## Data to use
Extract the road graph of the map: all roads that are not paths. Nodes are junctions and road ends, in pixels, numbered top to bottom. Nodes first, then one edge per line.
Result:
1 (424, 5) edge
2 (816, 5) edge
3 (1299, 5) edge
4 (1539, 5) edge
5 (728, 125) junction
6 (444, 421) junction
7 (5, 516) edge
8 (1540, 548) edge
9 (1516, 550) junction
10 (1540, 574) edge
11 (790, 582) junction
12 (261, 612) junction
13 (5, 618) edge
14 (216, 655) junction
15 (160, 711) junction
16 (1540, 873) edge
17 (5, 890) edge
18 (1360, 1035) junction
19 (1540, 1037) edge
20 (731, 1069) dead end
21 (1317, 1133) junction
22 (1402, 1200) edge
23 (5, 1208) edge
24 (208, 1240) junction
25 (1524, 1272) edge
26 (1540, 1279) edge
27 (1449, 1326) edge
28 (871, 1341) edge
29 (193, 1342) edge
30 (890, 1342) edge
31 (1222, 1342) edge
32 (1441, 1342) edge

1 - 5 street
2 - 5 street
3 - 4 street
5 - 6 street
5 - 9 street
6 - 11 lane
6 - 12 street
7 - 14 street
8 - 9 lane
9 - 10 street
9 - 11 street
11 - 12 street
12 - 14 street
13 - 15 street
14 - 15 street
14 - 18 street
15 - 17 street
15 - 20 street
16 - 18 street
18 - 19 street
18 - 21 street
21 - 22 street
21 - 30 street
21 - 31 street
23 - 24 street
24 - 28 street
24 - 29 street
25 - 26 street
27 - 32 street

## Work to be completed
Print the material exactly. Include every line.

## Result of this exercise
Extract the road graph of the map: all roads that are not paths. Nodes are junctions and road ends, in pixels, numbered top to bottom. Nodes first, then one edge per line.
Result:
1 (424, 5) edge
2 (816, 5) edge
3 (1299, 5) edge
4 (1539, 5) edge
5 (728, 125) junction
6 (444, 421) junction
7 (5, 516) edge
8 (1540, 548) edge
9 (1516, 550) junction
10 (1540, 574) edge
11 (790, 582) junction
12 (261, 612) junction
13 (5, 618) edge
14 (216, 655) junction
15 (160, 711) junction
16 (1540, 873) edge
17 (5, 890) edge
18 (1360, 1035) junction
19 (1540, 1037) edge
20 (731, 1069) dead end
21 (1317, 1133) junction
22 (1402, 1200) edge
23 (5, 1208) edge
24 (208, 1240) junction
25 (1524, 1272) edge
26 (1540, 1279) edge
27 (1449, 1326) edge
28 (871, 1341) edge
29 (193, 1342) edge
30 (890, 1342) edge
31 (1222, 1342) edge
32 (1441, 1342) edge

1 - 5 street
2 - 5 street
3 - 4 street
5 - 6 street
5 - 9 street
6 - 11 lane
6 - 12 street
7 - 14 street
8 - 9 lane
9 - 10 street
9 - 11 street
11 - 12 street
12 - 14 street
13 - 15 street
14 - 15 street
14 - 18 street
15 - 17 street
15 - 20 street
16 - 18 street
18 - 19 street
18 - 21 street
21 - 22 street
21 - 30 street
21 - 31 street
23 - 24 street
24 - 28 street
24 - 29 street
25 - 26 street
27 - 32 street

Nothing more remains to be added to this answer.